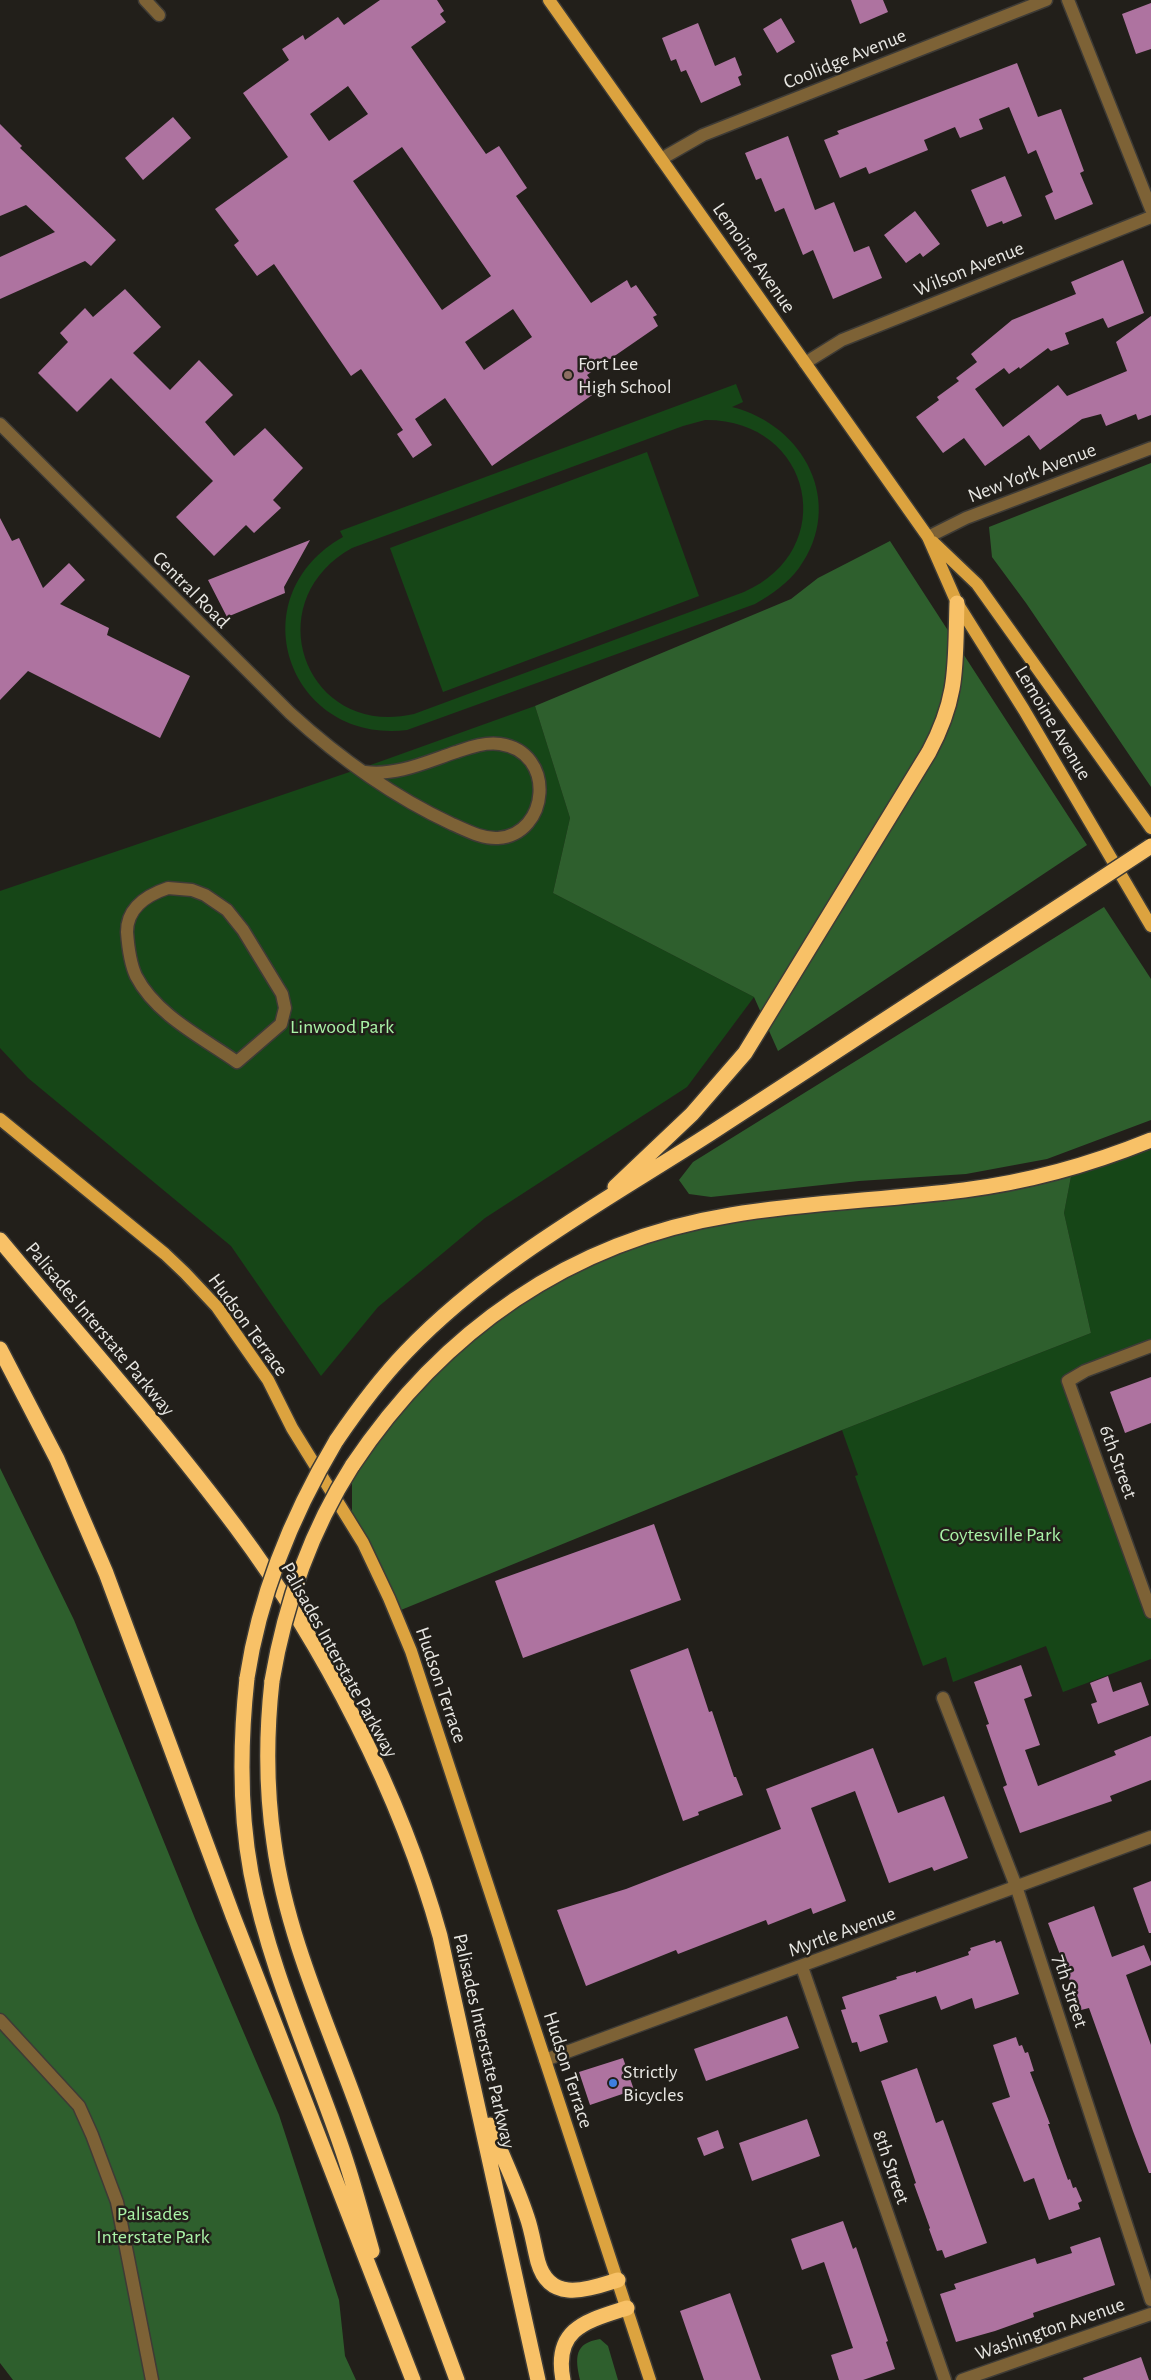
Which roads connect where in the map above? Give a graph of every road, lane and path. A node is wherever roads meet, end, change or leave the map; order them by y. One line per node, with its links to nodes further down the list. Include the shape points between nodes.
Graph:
1 (145, 0): 5 (street)
2 (549, 0): 6 (main road, Lemoine Avenue)
3 (1046, 0): 6 (street, Coolidge Avenue, via 703,135)
4 (1068, 0): 7 (street)
5 (159, 15)
6 (661, 159): 9 (main road, Lemoine Avenue)
7 (1151, 209)
8 (1151, 217): 9 (street, Wilson Avenue, via 842,340)
9 (805, 363): 12 (main road, Lemoine Avenue)
10 (0, 424): 14 (street, Central Road, via 290,713)
11 (1151, 448): 12 (street, New York Avenue, via 966,518)
12 (928, 537): 13 (main road, Lemoine Avenue); 15 (main road, Lemoine Avenue, via 977,584)
13 (957, 603): 17 (main road, Lemoine Avenue); 21 (highway, via 954,683 940,731 772,1011 745,1053 706,1099)
14 (365, 772): 14 (street, Central Road, via 392,792 437,817 493,838 507,836 521,828 535,809 540,794 539,780 531,761 522,752 501,744 476,746 399,771)
15 (1151, 828)
16 (1151, 846): 21 (highway, bridge)
17 (1151, 926)
18 (285, 1008): 18 (street, via 281,1024 237,1062 162,1008 136,976 128,946 127,925 133,910 141,901 168,888 205,895 227,910 243,930 282,994)
19 (0, 1119): 31 (main road, Hudson Terrace, via 144,1236 202,1290 268,1380 292,1428 352,1523 381,1579 411,1651)
20 (1151, 1140): 40 (highway, bridge, via 1096,1160 1012,1181 941,1193 732,1214 664,1229 616,1245 533,1287 455,1344 394,1408 330,1503 302,1566 282,1630 272,1681 267,1746 274,1844 286,1903 322,2010)
21 (586, 1213): 37 (highway, bridge, via 487,1280 434,1325 382,1379 336,1441 313,1480 281,1549 260,1612 247,1678 241,1733 242,1788 247,1847 256,1895 278,1972 342,2147)
22 (0, 1240): 32 (highway, Palisades Interstate Parkway, via 237,1528 287,1602 338,1690 389,1793 430,1901)
23 (1151, 1346): 25 (street, 6th Street, via 1085,1371 1068,1382)
24 (0, 1349): 37 (highway, via 57,1458 106,1573 321,2147)
25 (1151, 1612)
26 (943, 1698): 28 (street, 7th Street)
27 (1151, 1836): 28 (street, Myrtle Avenue)
28 (1016, 1886): 29 (street, Myrtle Avenue); 34 (street, 7th Street)
29 (802, 1967): 31 (street, Myrtle Avenue); 44 (street, 8th Street)
30 (0, 2020): 38 (street, via 79,2106 92,2136 116,2202)
31 (545, 2060): 33 (main road, Hudson Terrace)
32 (474, 2087): 33 (highway, via 528,2218 544,2275 553,2284 572,2292); 41 (highway, Palisades Interstate Parkway)
33 (618, 2280): 35 (main road, Hudson Terrace)
34 (1151, 2300)
35 (627, 2308): 42 (highway, via 582,2324 570,2334 562,2355); 43 (main road, Hudson Terrace)
36 (1151, 2314): 45 (street, Washington Avenue)
37 (397, 2336): 39 (highway)
38 (152, 2380)
39 (413, 2380)
40 (457, 2380)
41 (538, 2380)
42 (563, 2380)
43 (650, 2380)
44 (944, 2380)
45 (962, 2380)

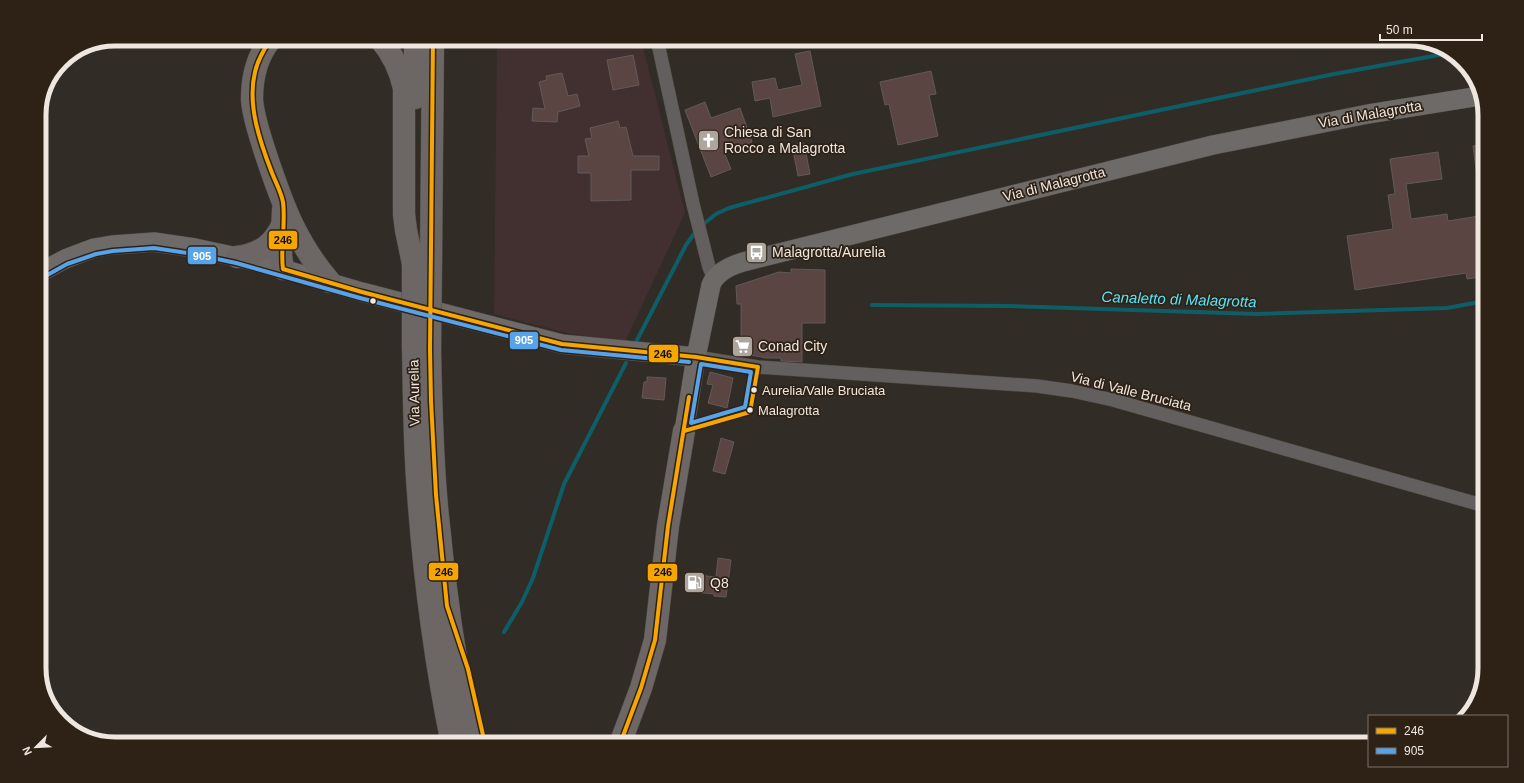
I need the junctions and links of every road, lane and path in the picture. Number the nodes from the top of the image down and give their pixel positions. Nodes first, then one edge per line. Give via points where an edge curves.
1 (266, 46) edge
2 (385, 46) edge
3 (415, 46) edge
4 (433, 46) edge
5 (659, 46) edge
6 (1475, 97) edge
7 (288, 220) junction
8 (237, 257) junction
9 (422, 262) junction
10 (46, 269) edge
11 (283, 269) junction
12 (714, 279) junction
13 (330, 282) junction
14 (422, 348) junction
15 (696, 357) junction
16 (684, 431) joint
17 (1478, 504) edge
18 (448, 606) junction
19 (451, 737) edge
20 (470, 737) edge
21 (483, 737) edge
22 (623, 737) edge

1 - 7 highway via 256,66 252,100 256,123
2 - 9 highway via 399,69 404,88 404,214 406,230
3 - 9 highway, Via Aurelia
4 - 9 highway, Via Aurelia
5 - 12 street via 702,242
6 - 12 main road, Via di Malagrotta via 1368,114 1213,145 742,262 731,266
7 - 8 highway via 266,247 251,255
7 - 11 highway via 293,256
7 - 13 highway via 306,251
8 - 10 main road via 154,242 132,243 80,252
8 - 11 main road
9 - 14 highway, Via Aurelia, bridge
11 - 13 main road
12 - 15 main road
13 - 15 main road via 562,344
14 - 18 highway, Via Aurelia via 431,401 436,495
14 - 19 highway, Via Aurelia via 416,455 421,532 429,603
15 - 16 main road
15 - 17 street, Via di Valle Bruciata via 758,367 1037,386 1072,391 1113,400
16 - 22 highway via 668,526 655,640
18 - 20 highway, Via Aurelia
18 - 21 highway via 468,669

EXERCISE AIM:
Please find every line in the listing that holds the string "down" and copy it.

RESPONSE FOR THIS EXERCISE:
Which roads connect where in the map above? Give a graph of every road, lane and path. A node is wherever roads meet, end, change or leave the map; order them by y. One line per node, with its links to nodes further down the list. Include the shape points between nodes.
I need the junctions and links of every road, lane and path in the picture. Number the nodes from the top of the image down and give their pixel positions. Nodes first, then one edge per line. Give via points where an edge curves.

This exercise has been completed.